• Exercise
Lines of the material that include the string "dead" should be returned.
^^^^
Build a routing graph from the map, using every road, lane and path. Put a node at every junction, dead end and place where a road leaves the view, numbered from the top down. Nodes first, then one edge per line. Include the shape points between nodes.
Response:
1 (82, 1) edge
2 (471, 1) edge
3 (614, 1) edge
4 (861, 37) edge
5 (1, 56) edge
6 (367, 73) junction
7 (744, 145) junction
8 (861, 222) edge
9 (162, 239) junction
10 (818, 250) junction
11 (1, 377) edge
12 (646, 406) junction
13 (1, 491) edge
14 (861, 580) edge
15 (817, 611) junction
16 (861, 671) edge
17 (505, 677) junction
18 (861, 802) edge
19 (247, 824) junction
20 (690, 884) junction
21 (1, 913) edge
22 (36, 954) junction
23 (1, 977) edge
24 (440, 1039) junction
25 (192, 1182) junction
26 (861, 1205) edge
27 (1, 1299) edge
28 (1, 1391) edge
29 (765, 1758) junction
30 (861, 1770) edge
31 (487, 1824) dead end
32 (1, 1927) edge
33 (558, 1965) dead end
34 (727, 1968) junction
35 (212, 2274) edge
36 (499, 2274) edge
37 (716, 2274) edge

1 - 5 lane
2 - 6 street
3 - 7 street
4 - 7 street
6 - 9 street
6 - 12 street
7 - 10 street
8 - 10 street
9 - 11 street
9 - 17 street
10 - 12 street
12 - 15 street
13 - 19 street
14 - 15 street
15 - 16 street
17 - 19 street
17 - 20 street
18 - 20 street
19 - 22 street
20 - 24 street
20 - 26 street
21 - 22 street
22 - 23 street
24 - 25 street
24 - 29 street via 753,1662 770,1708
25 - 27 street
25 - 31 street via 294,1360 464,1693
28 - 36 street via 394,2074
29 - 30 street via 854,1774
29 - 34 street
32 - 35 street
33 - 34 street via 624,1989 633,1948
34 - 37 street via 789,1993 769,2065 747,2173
^^^^
• Result for this exercise
Build a routing graph from the map, using every road, lane and path. Put a node at every junction, dead end and place where a road leaves the view, numbered from the top down. Nodes first, then one edge per line. Include the shape points between nodes.
31 (487, 1824) dead end
33 (558, 1965) dead end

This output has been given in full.